Idea Machine PSEUDO-RANDOM THOUGHTS OF A WEB DEVELOPER AND DESIGNER

Mongoose, MongoDB ORM for node.js, allows you to create virtual fields. However, virtual fields cannot be validated using the standard method of field validation. I will first explain how to add validation to normal, non-virtual fields, and then describe a method for handling virtual fields.

Suppose we have a model called User. Normally, we have a schema definition for the model.

var mongo = require('mongoose'),
    mongoTypes = require('mongoose-types'),
    var db = mongo.connect('mongodb://localhost/test'),
    Schema = mongo.Schema,
    UserSchema,
    User;

mongoTypes.loadTypes(mongo, 'email');

// Validator function
function required(val) { return val && val.length; }

UserSchema = new Schema({
  email: {
    type: mongo.SchemaTypes.Email,
    validate: [required, 'Email is required'],
    index: { unique: true }
  },
  hexdigest: {
    type: String,
    validate: [required, 'Password is required'],
    match: /[A-Za-z0-9]{12}\$[0-9a-f]{32}/
  },
  active: {
    type: Boolean,
    'default': false
  },
  createdAt: {
    type: Date,
    'default': Date.now
  }
});

mongo.model('User', UserSchema);
User = mongo.model('User');

You can see that there is no password field. It’s not a very clever idea to store a clear-text password with your user credentials data. Instead we create a hexdigest and store in the hexdigest field. (I won’t go into details of how you do that.)

Now, we still need to store the password temporarily so we add a virtual field.

....
'default': false
  },
  createdAt: {
    type: Date,
    'default': Date.now
  }
});

UserSchema.method('setPassword', function(cleartext) {
    var hex;
    // calculate the hexdigest and
    this.hexdigest = hex;
});

UserSchema.virtual('password').set(function(password){
  this.setPassword(password);
  this._password = password;
}).get(function(){
  return this._password;
});

As you can see, we are storing the clear-text password in _password field, and setting the password using the setPassword method.

Now, the trick here is to set the hexdigest field to null or some other falsy value (empty string will do), so that the required validator on hexdigest field fails if clear-text password is empty.
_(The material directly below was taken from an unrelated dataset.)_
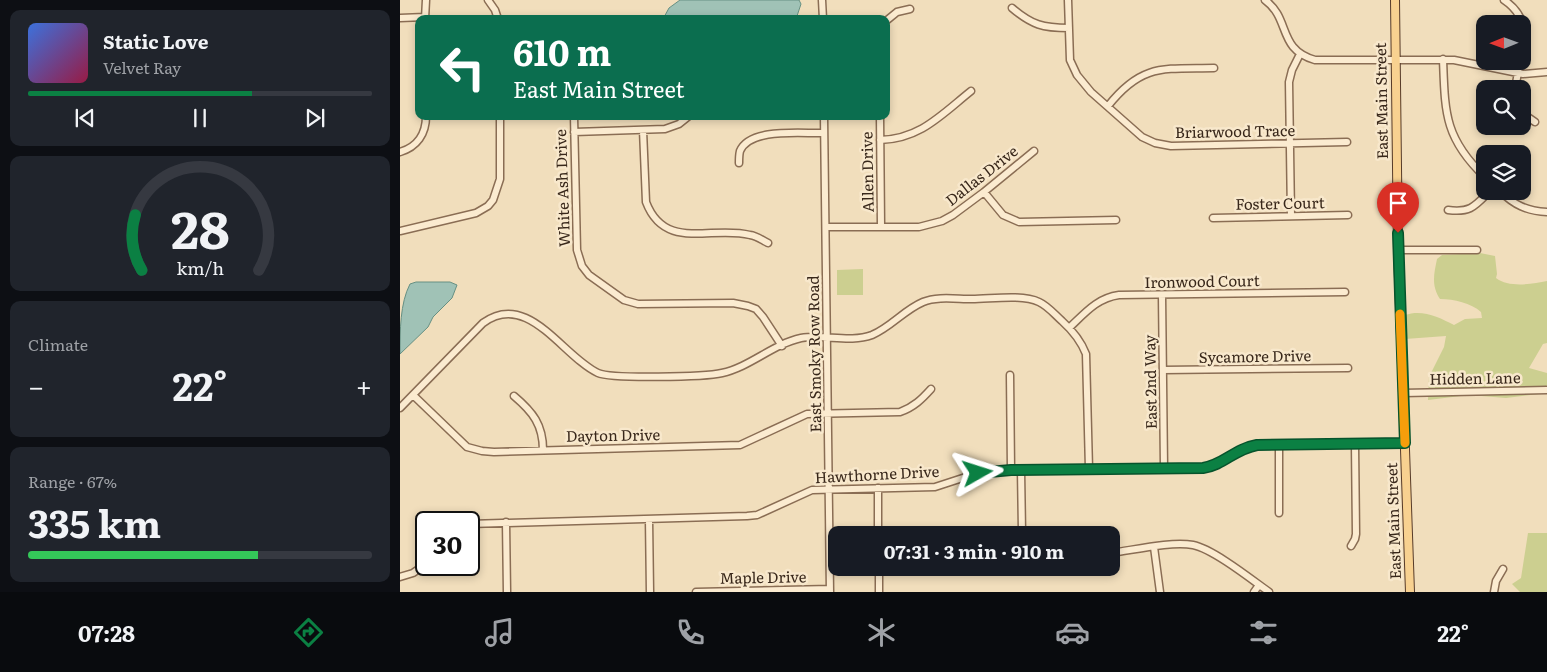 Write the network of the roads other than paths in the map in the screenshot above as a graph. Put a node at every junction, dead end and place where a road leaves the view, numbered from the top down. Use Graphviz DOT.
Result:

So, if we set the virtual field to an empty value, we now know that validation for the real hexdigest field will fail, and we rely on this to sort of validate our virtual field.

In a controller callback, you might do something like:

var user = User(req.body.user);
user.save(function(err){
  if (err) {
    if (err.errors && err.errors.hasOwnProperty('hexdigest')) {
        res.send('Password is blank!');
    }
  } else {
    // It works!
  }
});

Still, there’s no way to validate purely virtual fields, that do not link to any real field. For this, you will have to validate it in pre-save callback, and throw an error yourself.